We had a rough start to our Barcelona trip…
Our flight was delayed and the abnormally loud noise coming from the airplane during take off was a little disconcerting. I made sure to read the emergency card from the seat pocket in front of me.
The taxi driver ripped us off by about $20; he claimed “no habla ingles” when it came time to pay the bill. How convenient.
The tapas restaurant recommended to us by the hotel charged us $10 PER scallop. I’m thinking there are some kick backs going on — send over the dumb Americans who can’t argue what the menu says (sorry Senora, my Spanish failed me) and we will give you 10%. They weren’t even that good.
On the upside, the trip did get better. Barcelona is beautiful and surprisingly clean (cleaner than Reading), considering their steep unemployment rates. No worries, I won’t get political on you. No one wants to talk about the Eurozone crisis or the fiscal cliff or global warming on this blog.
We started our Saturday off by finding a small bakery for breakfast. This, of course, came after a 10 minute debate and four menu checks; I really just wanted oatmeal, but I had to settle for white bread, ham and cheese. I know, I know… the poor girl traipsing all over Europe is complaining… But seriously, you don’t understand, it took me a week to get right (if you know what I mean) after France. No one wants that. On a side note, I’m convinced the only reason Europeans actually stay fairly slim is because they have to walk EVERYWHERE (because they definitely don’t eat healthy). Besides the fact that cars tend to just be a hassle in the city, have you seen how people drive here? Walking is safer.
After our meal we walked to La Sagrada Familia, but just as the tourist books had said, the line was unbearably long. We just weren’t motivated enough to get up early to beat the crowd. Our bad.
Instead of wasting half our day in line, we walked through the park next to the church; apparently it’s the place to be on Saturday mornings for anyone over 60. The old men were so cute, I just had to take some pictures. This first game looked like a combination of horseshoes and bowling, but they also had some mean games of bocce ball going on as well.

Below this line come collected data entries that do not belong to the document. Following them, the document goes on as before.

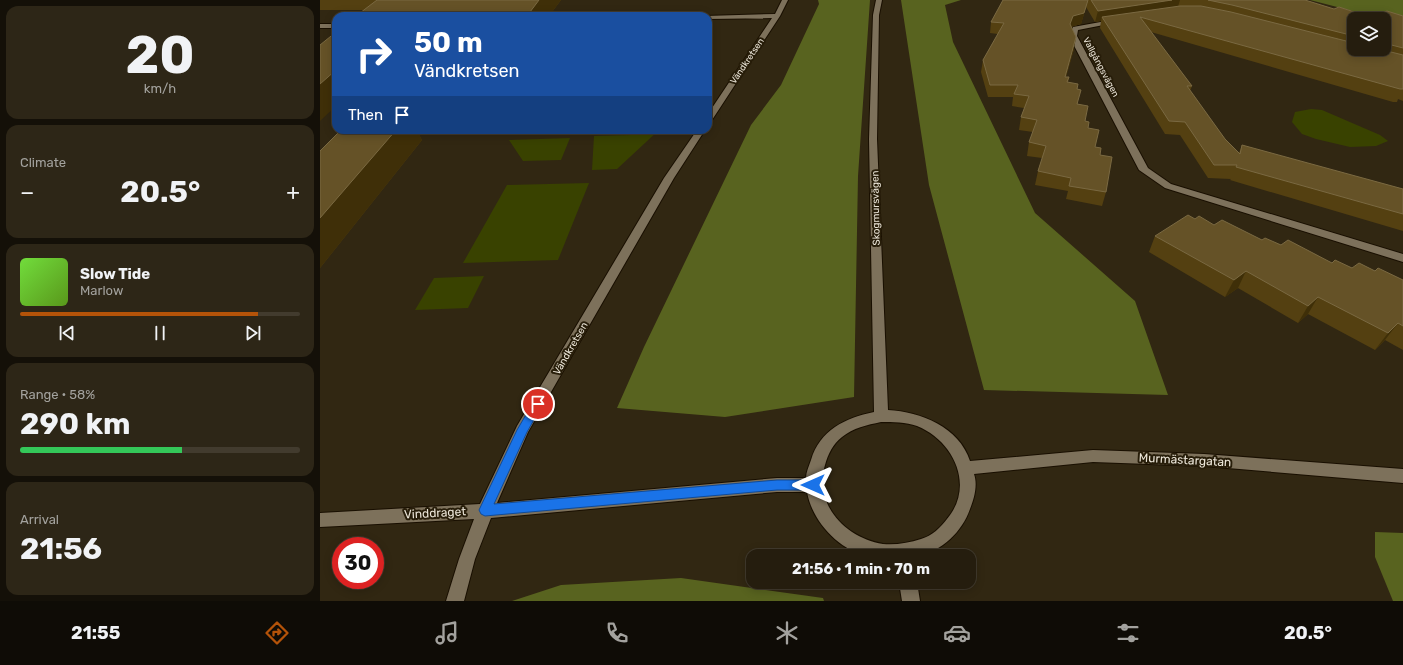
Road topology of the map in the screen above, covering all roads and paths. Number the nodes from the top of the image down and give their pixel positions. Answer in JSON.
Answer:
{"nodes":[{"id":1,"x":784,"y":0,"type":"edge"},
{"id":2,"x":879,"y":0,"type":"edge"},
{"id":3,"x":777,"y":16,"type":"junction"},
{"id":4,"x":712,"y":17,"type":"edge"},
{"id":5,"x":1127,"y":20,"type":"edge"},
{"id":6,"x":320,"y":26,"type":"edge"},
{"id":7,"x":332,"y":26,"type":"edge"},
{"id":8,"x":712,"y":114,"type":"edge"},
{"id":9,"x":698,"y":134,"type":"edge"},
{"id":10,"x":1403,"y":258,"type":"edge"},
{"id":11,"x":881,"y":416,"type":"junction"},
{"id":12,"x":966,"y":468,"type":"junction"},
{"id":13,"x":1403,"y":476,"type":"edge"},
{"id":14,"x":813,"y":485,"type":"junction"},
{"id":15,"x":485,"y":510,"type":"junction"},
{"id":16,"x":320,"y":520,"type":"edge"},
{"id":17,"x":872,"y":549,"type":"edge"},
{"id":18,"x":916,"y":549,"type":"edge"},
{"id":19,"x":909,"y":589,"type":"edge"},
{"id":20,"x":455,"y":601,"type":"edge"},
{"id":21,"x":911,"y":601,"type":"edge"}],
"edges":[{"from":1,"to":3,"type":"street","name":"Vändkretsen"},
{"from":2,"to":11,"type":"street","name":"Skogmursvägen"},
{"from":3,"to":4,"type":"street"},
{"from":3,"to":8,"type":"street","name":"Vändkretsen"},
{"from":5,"to":10,"type":"street","name":"Vallgångsvägen"},
{"from":6,"to":7,"type":"street"},
{"from":9,"to":15,"type":"street","name":"Vändkretsen"},
{"from":11,"to":12,"type":"street"},
{"from":11,"to":14,"type":"street"},
{"from":12,"to":13,"type":"street","name":"Murmästargatan"},
{"from":12,"to":18,"type":"street"},
{"from":14,"to":15,"type":"street","name":"Vinddraget"},
{"from":14,"to":17,"type":"street"},
{"from":15,"to":16,"type":"street","name":"Vinddraget"},
{"from":15,"to":20,"type":"street","name":"Vändkretsen"},
{"from":19,"to":21,"type":"street"}]}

We wandered down to the water after that. Jay loves the ocean. Personally, I don’t like any bodies of water in which I can’t see the bottom. It’s partly a texture thing; I’ve never been fond of stepping on slimy things. It’s also a shark thing (for oceans anyway). I blame this (somewhat irrational) fear on a memory I have from visiting my great-grandparents in Florida. I was out on the beach playing at dusk and someone said, “Don’t go into the water, the sharks come out now.” That may not sound like such a bad thing to say, but it was terrifying for my four-year old self. This fear is constantly reinforced when I hear of people getting their arms bitten off, or worse, DYING from shark attacks. I don’t care what the chances are. Yes, I know lighting kills more people. But have you seen shark teeth?
Speaking of fish, we stumbled upon a very cool (but smelly) fish and fresh food market.
I should have taken a picture of all the fruit. That was my favorite — the mango was a-mazing! Once we had our fill we walked back to the hotel to take a load off and shower before dinner… turns out Barcelona is kind of big… and we got a little lost… and European maps suck (because there are no grid structures, just a lot of stupid round abouts).
That evening we were ready to leave for dinner at 6:30 in hopes that we could eat in an hour and then catch the fountain show. Plans had to be altered when we walked to the restuarant and realized nothing even opens before 7-8 o’clock because no one in Spain eats that early. Damn. I was hungry and the old guys were laughing at us. After a snack at the hotel bar we decided to reverse our plans, fountains then food. Even though Jay complained the whole way down to the fountains, and I had a headache, they were definitely one of the coolest things we saw in Barcelona. Our pictures will not do it justice, but the smaller fountains line the road leading up the big fountain at the end (you can see it’s pink in this photo). Behind the large fountain there are three different sets of stairs leading up to the art museum, a wonderfully old building that looks quite grand at the top of the hill.